Nella seconda giornata lo spumante scelto è stato un Franciacorta Saten prodotto da Arcari+Danesi con il Metodo SoloUva di cui trovate maggiori informazioni sul nostro articolo dedicato a loro cliccando qui. Richiedendo una piena maturità delle uve, questa tipologia di metodo classico franciacortino, si presenta nel calice con spiccati profumi fruttati e dolci accompagnati da ricordi di crema pasticcera e pan brioches. In bocca è di una piacevolezza infinita: saporito, salino e persistente negli aromi.

Siamo passati poi al Soave Classico Vigneto Sengialta di Balestri Valda, una selezione delle migliori uve di questo splendido vigneto circondato da boschi, dove l’azienda ha voluto creare una piccola oasi di biodiversità dove anche le loro api possano vivere felici. Un Soave che nasce per esprimere tutte le potenzialità di questo territorio dal suolo vulcanico e di un vitigno che esprime il meglio di sé con il passare degli anni: la Garganega!
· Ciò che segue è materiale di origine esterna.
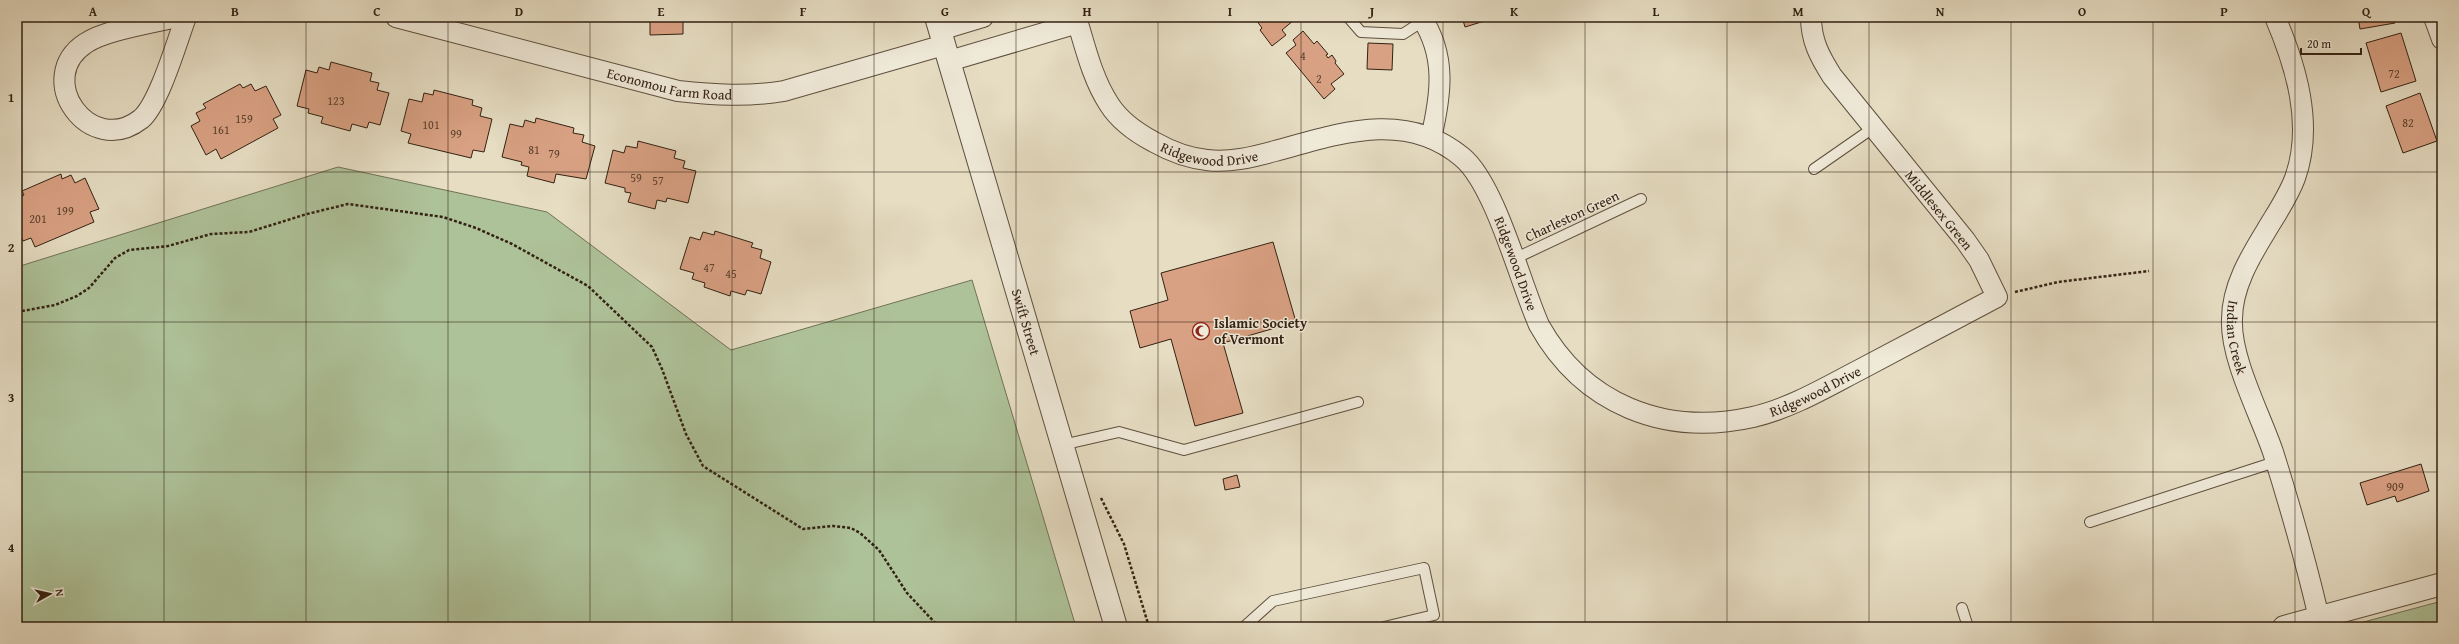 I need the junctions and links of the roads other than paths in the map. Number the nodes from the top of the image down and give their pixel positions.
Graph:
1 (176, 17) edge
2 (186, 17) edge
3 (396, 17) edge
4 (983, 17) edge
5 (1348, 17) edge
6 (1811, 17) edge
7 (2275, 17) edge
8 (2434, 17) edge
9 (1422, 19) edge
10 (1077, 20) edge
11 (942, 38) edge
12 (2442, 38) edge
13 (1873, 128) junction
14 (1431, 138) junction
15 (1814, 169) dead end
16 (1641, 199) dead end
17 (1514, 260) junction
18 (1997, 297) joint
19 (1358, 402) dead end
20 (1062, 445) junction
21 (2275, 462) junction
22 (2090, 522) dead end
23 (2442, 584) edge
24 (1962, 608) dead end
25 (2319, 618) junction
26 (1116, 627) edge
27 (1244, 627) edge
28 (1384, 627) edge
29 (1968, 627) edge
30 (2284, 627) edge

1 - 2 street
3 - 11 street, Economou Farm Road
4 - 11 street
5 - 9 lane
6 - 13 street, Middlesex Green
7 - 21 street, Indian Creek
8 - 12 street
9 - 14 street
10 - 11 street, Ridgewood Drive
10 - 14 street, Ridgewood Drive
11 - 20 street, Swift Street
13 - 15 lane
13 - 18 street, Middlesex Green
14 - 17 street, Ridgewood Drive
16 - 17 lane, Charleston Green
17 - 18 street, Ridgewood Drive
19 - 20 lane
20 - 26 street, Swift Street
21 - 22 lane
21 - 25 street, Indian Creek
23 - 25 street
24 - 29 lane
25 - 30 street
27 - 28 lane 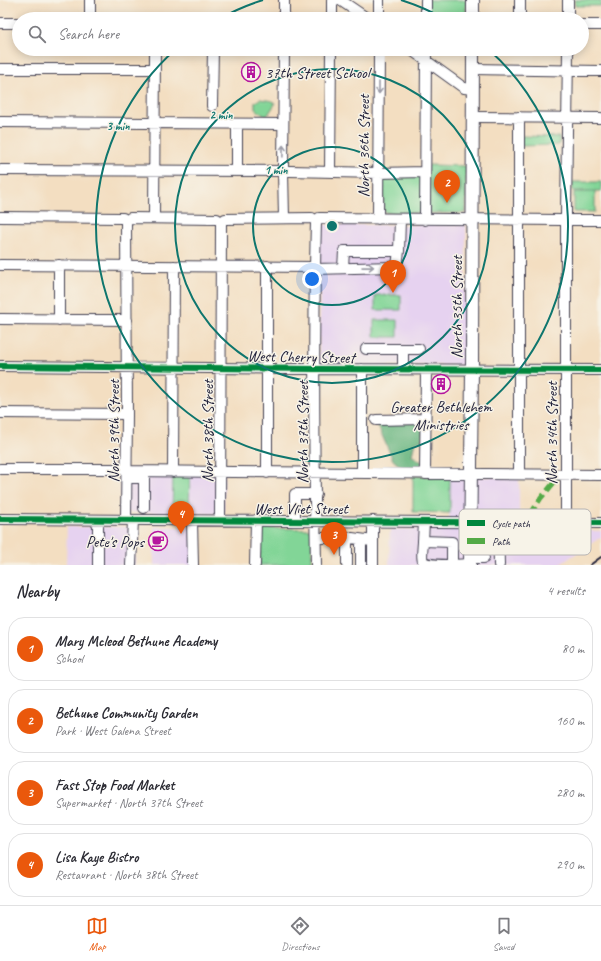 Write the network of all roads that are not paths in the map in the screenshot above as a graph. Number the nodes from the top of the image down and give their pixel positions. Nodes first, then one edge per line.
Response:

Il Soave Sengialta fa un passaggio in legno per poi riposare ulteriori mesi in bottiglia uscendo ad oggi con l’annata 2016 che si presenta ricco di sfumature dolci al naso, stupisce poi per il suo sorso secco, gustoso e salino con un finale lungo che ricorda il miele di Tarassaco.
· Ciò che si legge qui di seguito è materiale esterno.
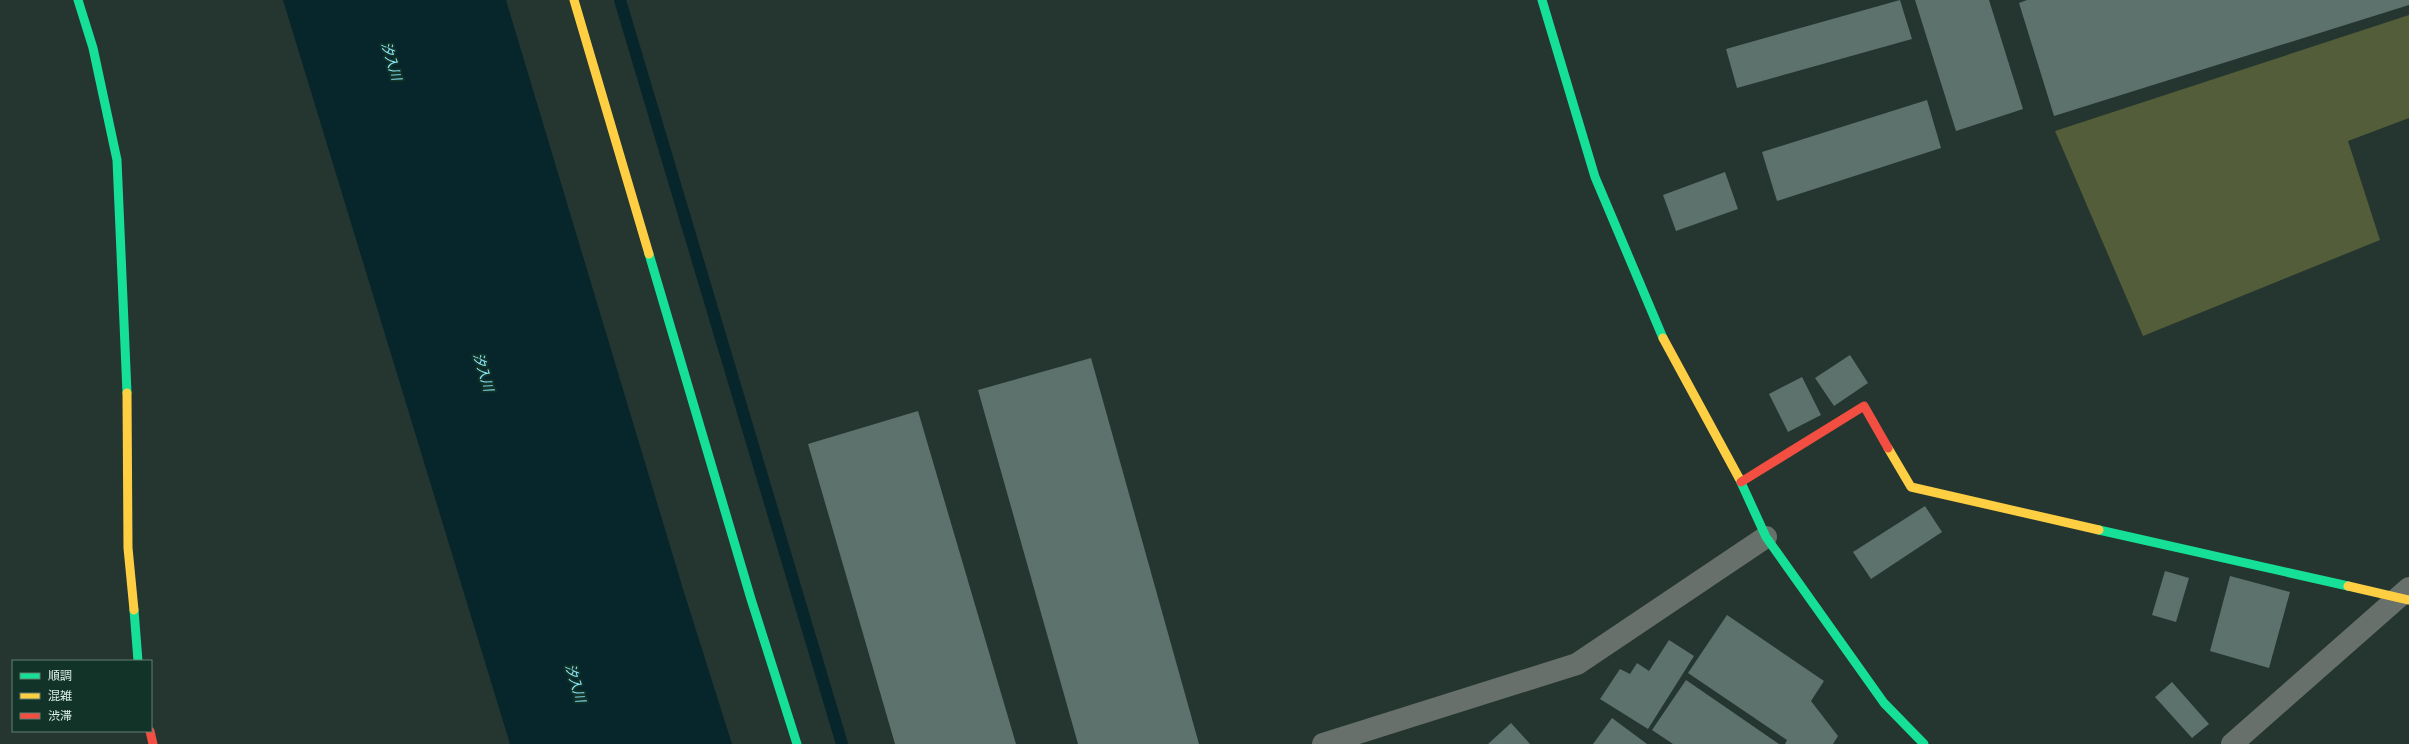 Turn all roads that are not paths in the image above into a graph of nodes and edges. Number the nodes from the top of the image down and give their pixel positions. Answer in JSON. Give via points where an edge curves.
{"nodes":[{"id":1,"x":78,"y":0,"type":"edge"},
{"id":2,"x":574,"y":0,"type":"edge"},
{"id":3,"x":1542,"y":0,"type":"edge"},
{"id":4,"x":1741,"y":482,"type":"junction"},
{"id":5,"x":1766,"y":537,"type":"junction"},
{"id":6,"x":2406,"y":595,"type":"edge"},
{"id":7,"x":138,"y":660,"type":"edge"},
{"id":8,"x":150,"y":732,"type":"edge"},
{"id":9,"x":154,"y":744,"type":"edge"},
{"id":10,"x":797,"y":744,"type":"edge"},
{"id":11,"x":1323,"y":744,"type":"edge"},
{"id":12,"x":1924,"y":744,"type":"edge"},
{"id":13,"x":2232,"y":744,"type":"edge"}],
"edges":[{"from":1,"to":7,"type":"street","via":[[93,48],[117,160],[127,353],[128,548]]},
{"from":2,"to":10,"type":"street","via":[[751,599]]},
{"from":3,"to":4,"type":"street","via":[[1595,177],[1664,340]]},
{"from":4,"to":5,"type":"street"},
{"from":4,"to":6,"type":"street","via":[[1864,406],[1911,486]]},
{"from":5,"to":11,"type":"street","via":[[1577,664]]},
{"from":5,"to":12,"type":"street","via":[[1884,703]]},
{"from":6,"to":13,"type":"street"},
{"from":8,"to":9,"type":"street"}]}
Infine con l’ultimo campione siamo virtualmente volati in Spagna, più precisamente nella DOCa Priorat, territorio unico per il suo clima arido e secco oltre che per il suo suolo composto principalmente da ardesia, localmente chiamata “Llicorella”. Il vino in assaggio era il 2πr di Gratavinum, piccola cantina nel cuore della denominazione. I vitigni utilizzati per l’annata 2016 sono Cariñena e Garnacha, gli autoctoni di questa splendida zona. Questo vino, avendo abbracciato il disciplinare VinNatur, viene nel massimo rispetto della natura, con fermentazioni spontanee, e non avvengono filtraggi. L’affinamento avviene parte in anfora, parte in damigiana e parte in legno. Naso di grande complessità, i profumi più netti e tipici sono la frutta scura in particolare la prugna e l’ardesia. Il sorso ha stupito tutti, grande struttura, bassa acidità ma il tannino succoso e la grande sapidità lo rendono comunque piacevole alla beva, invitando a un secondo sorso.

Ringrazio ancora Daniela per la grande professionalità dimostrata e per aver abbracciato in questa occasione la filosofia di Enovely e dei suoi vini!